Retrospective chart review. To report outcomes of a consecutive series of patients diagnosed with degenerative disc disease (DDD) between L4 and S1, treated with stand-alone anterior lumbar interbody fusion (ALIF, either 1 or 2 levels) and use of recombinant human bone morphogenetic protein 2 for bony fusion with instrumented fixation. Degeneration of the lumbar spine is described as lumbar spondylosis, or DDD. To treat DDD, surgical interventions include: ALIF, circumferential fusion (360° fusion), posterior spinal fusion, and total disc replacement. Currently, there has been paucity in the literature on the evaluation of ALIFs.

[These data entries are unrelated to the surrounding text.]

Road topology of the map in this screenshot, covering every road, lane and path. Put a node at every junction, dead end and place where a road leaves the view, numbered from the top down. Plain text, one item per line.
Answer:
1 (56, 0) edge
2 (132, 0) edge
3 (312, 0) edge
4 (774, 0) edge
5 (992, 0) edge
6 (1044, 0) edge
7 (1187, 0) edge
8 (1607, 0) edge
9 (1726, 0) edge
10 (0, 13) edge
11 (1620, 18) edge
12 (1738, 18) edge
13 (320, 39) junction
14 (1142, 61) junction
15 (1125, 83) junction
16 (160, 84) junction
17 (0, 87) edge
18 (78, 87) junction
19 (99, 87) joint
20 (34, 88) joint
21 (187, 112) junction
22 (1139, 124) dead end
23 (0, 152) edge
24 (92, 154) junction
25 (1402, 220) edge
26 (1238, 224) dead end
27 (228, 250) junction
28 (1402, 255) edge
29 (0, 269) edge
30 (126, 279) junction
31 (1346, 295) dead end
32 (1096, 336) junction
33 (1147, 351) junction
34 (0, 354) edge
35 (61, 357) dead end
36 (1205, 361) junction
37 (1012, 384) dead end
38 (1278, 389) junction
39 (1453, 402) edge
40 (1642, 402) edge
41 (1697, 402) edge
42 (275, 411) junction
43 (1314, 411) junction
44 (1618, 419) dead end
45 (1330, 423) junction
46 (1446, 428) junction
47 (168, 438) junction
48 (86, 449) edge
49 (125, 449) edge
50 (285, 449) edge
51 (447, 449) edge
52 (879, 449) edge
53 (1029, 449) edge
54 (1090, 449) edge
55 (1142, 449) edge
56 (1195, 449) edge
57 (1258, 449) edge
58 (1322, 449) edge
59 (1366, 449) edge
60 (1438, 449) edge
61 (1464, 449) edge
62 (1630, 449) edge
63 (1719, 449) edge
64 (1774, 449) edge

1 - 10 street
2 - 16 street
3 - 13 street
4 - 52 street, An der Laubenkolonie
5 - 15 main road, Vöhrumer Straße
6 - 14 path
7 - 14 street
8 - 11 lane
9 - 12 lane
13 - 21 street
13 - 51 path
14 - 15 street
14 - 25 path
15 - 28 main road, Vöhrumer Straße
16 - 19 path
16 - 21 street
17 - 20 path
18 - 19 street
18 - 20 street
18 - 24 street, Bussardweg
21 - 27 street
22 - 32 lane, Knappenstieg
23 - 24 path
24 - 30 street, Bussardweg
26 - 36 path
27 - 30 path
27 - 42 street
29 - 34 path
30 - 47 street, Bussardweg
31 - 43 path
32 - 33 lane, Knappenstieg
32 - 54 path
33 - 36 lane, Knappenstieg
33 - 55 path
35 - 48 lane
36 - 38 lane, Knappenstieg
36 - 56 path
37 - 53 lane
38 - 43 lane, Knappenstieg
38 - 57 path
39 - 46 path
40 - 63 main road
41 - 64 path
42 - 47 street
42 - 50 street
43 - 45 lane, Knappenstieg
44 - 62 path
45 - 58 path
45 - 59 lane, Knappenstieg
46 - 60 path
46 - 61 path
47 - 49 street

Researchers reviewed a consecutive series of patients with DDD who had undergone a 1-level or 2-level ALIF between 2005 and 2010, with the use of recombinant human bone morphogenetic protein 2. Patients' clinical and functional outcomes were documented. Radiographs were analyzed for disc height, mean optical density, and integrated optical density. Operative time, length of hospital stay, and estimated blood loss were also reported. Patients' 2-year Oswestry Disability Index and visual analogue scale presurgery scores significantly improved (P ≤ 0.0001). Patients' 2-year postoperative disc height was significantly greater than the preoperative disc height at the fused level (P ≤ 0.0001); there was no significant difference at the level adjacent to fusion. Majority of patients (107 of 115, 93.0%) satisfied fusion criteria based on mean optical density. Intraoperative time, estimated blood loss, and hospital stay was significantly fewer with 1-level and 2-level ALIFs than 360° fusions and total disc replacement. Stand-alone ALIF used to treat DDD can produce comparative clinical and functional outcomes. ALIFs showed significant decreases in blood loss, operative time, and hospital stay. Furthermore, at 2 years' time, mean optical density suggests high rate of bony fusion, and no significant loss of disc height was noted at the adjacent level. 4.